Сигне радостно схватила ее и выпорхнула из комнаты с криком:

— Намек поняла! Намек поняла!

Харви посмотрел на пачку денег и неторопливо спрятал ее.

Когда дверь закрылась, Харви налил нам еще кофе и приступил:

— Пока ты только наблюдал со стороны, а теперь тебе предстоит вступить в ряды настоящих мужчин.

— С чем это связано? — спросил я. — С обрезанием?

— Все наши операции, — начал Харви, — программируются компьютером. Каждый этап фиксируется на специальном файле, и когда ты, агент, сообщаешь машине о завершении его, машина — исходя из того, что все задействованные агенты выдали свою информацию, — сообщает тебе о следующем этапе.

— Ты хочешь сказать, что вы работаете для вычислительной машины?

— Мы называем ее «Мозгом», — сообщил Харви. — Только так можно быть уверенным, что не произойдет никакой утечки. Машина сопоставляет и корректирует отчеты всех агентов и выдает очередной набор инструкций. У каждого агента есть номер телефона. Он звонит по нему и далее следует полученной инструкции. Если она содержит слово «безопасность», то вслед за ним последуют слова, которые будут паролем для опознания того, кто выйдет с агентом на связь и передаст ему дальнейшие указания. Например, ты набираешь номер, и машина говорит: «Летите в Ленинград. Безопасно. Лицо города изменилось». Это значит, что ты вылетаешь в Ленинград и будешь там ждать указания от человека, который скажет слова «Лицо города изменилось».

— Усек, — кивнул я.

— Очень хорошо, потому что именно такие указания нам выданы сегодня утром. Отправляемся вдвоем. Когда очередной этап завершен, ты позвонишь и получишь указания, предназначенные только для тебя. Не рассказывай мне, что они содержат. Точнее, никому ничего не рассказывай.

— О'кей.

Харви вручил мне запись двух номеров в Нью-Йорке.

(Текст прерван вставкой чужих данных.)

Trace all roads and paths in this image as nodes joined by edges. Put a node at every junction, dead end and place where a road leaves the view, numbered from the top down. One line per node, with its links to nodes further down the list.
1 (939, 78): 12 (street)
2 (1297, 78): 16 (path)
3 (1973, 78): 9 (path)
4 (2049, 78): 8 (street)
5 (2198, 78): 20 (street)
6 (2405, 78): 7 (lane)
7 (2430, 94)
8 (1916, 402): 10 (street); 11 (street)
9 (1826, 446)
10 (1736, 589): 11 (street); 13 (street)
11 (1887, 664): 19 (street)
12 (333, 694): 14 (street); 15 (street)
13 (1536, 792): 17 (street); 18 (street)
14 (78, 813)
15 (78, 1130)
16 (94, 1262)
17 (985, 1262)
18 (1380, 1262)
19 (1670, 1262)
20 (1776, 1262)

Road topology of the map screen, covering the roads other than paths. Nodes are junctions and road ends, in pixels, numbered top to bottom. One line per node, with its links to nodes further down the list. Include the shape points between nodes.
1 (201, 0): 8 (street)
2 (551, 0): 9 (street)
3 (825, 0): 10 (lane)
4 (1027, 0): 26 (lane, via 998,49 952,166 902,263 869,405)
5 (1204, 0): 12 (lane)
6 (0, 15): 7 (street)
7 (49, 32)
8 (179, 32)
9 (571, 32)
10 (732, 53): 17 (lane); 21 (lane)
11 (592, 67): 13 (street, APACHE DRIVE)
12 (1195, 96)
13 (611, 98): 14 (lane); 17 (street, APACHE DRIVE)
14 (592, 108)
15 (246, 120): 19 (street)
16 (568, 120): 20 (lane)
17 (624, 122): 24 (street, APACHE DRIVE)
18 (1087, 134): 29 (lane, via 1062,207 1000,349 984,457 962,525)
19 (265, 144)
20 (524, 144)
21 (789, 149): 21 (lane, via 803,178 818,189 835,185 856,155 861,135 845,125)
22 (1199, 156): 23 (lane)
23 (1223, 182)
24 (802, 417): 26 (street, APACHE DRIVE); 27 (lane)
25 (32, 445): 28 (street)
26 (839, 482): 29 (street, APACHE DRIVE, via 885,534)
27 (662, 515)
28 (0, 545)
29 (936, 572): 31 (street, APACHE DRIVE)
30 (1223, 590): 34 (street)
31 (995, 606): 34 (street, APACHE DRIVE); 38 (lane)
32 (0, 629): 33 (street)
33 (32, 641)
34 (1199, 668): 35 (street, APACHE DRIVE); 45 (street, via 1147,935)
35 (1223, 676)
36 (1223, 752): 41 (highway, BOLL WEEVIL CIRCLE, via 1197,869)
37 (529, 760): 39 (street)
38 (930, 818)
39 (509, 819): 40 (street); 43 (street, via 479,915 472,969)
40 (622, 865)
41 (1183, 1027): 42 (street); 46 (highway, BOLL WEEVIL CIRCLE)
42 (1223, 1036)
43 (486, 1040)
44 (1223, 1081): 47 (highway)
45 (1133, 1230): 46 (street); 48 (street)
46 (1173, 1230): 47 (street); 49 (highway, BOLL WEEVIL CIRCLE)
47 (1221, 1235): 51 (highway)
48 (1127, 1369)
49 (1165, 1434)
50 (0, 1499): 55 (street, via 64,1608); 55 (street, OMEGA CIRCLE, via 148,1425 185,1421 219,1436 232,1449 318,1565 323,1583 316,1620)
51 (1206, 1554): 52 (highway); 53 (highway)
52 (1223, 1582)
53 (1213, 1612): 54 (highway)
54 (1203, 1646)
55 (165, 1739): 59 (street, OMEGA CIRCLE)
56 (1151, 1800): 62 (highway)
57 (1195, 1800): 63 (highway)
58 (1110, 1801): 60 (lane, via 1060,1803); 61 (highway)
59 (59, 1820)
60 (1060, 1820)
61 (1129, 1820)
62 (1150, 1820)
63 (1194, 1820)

— Запомни их и сожги бумажку. Второй номер — только на самый крайний случай, а не когда у тебя кончится туалетная бумага. Всегда звони «коллект-колл», за счет второй стороны. Расходы на телефон вычитаться с тебя не будут.

Раздел 4

Ленинград и Рига

Жил маленький человечек,

И у него был маленький пистолетик,

А в пулях был свинец, свинец, свинец.

Пошел он к пруду и выстрелил там в уточку,

Попал ей в головку, головку, головку.

Колыбельная

Глава 11

Ленинград расположен на полпути между Азией и Арктикой. Обычно на организацию поездки туда уходит шесть дней. Тем не менее Харви обладал какой-то возможностью ускорить ход событий, и уже через два дня мы вылетели из Хельсинки рейсом «Аэрофлота» на самолете «Ил-18В». «ЗИМ» доставил нас из аэропорта в гостиницу «Европейская» на Невском проспекте, самой широкой главной улице Ленинграда. Интерьер гостиницы выглядел так, словно девятисотдневная осада города все еще продолжается. Повсюду виднелись куски осыпавшейся штукатурки, старые двери не закрывались, и, добираясь до стойки администратора, нам пришлось переступать через мотки веревок и куски рваного брезента. Харви сказал, что температура у него еще не спала и ему нужно поесть прежде, чем отправляться в кровать. Администратором оказалась хлопотливая седая женщина в очках с железной оправой и с медалью на груди. Она провела нас в буфет, где официантка принесла нам водки и красной икры, осторожно рассматривая нас испуганными глазами — что свойственно и многим другим русским. За дверью буфета виднелся ресторан, где оркестр из десяти человек играл «Мамбо итальяно» и примерно тридцать пар изображали некое подобие западных танцев, в зависимости от того, откуда они прибыли в Ленинград — из Пекина или Восточного Берлина, где принимаются западные телепередачи. Харви потребовал, чтобы ему принесли кофе с коньяком, и, хотя большая кофеварка «Эспрессо» в данный момент стояла на ремонте, толстая официантка вызвалась организовать нам кофе.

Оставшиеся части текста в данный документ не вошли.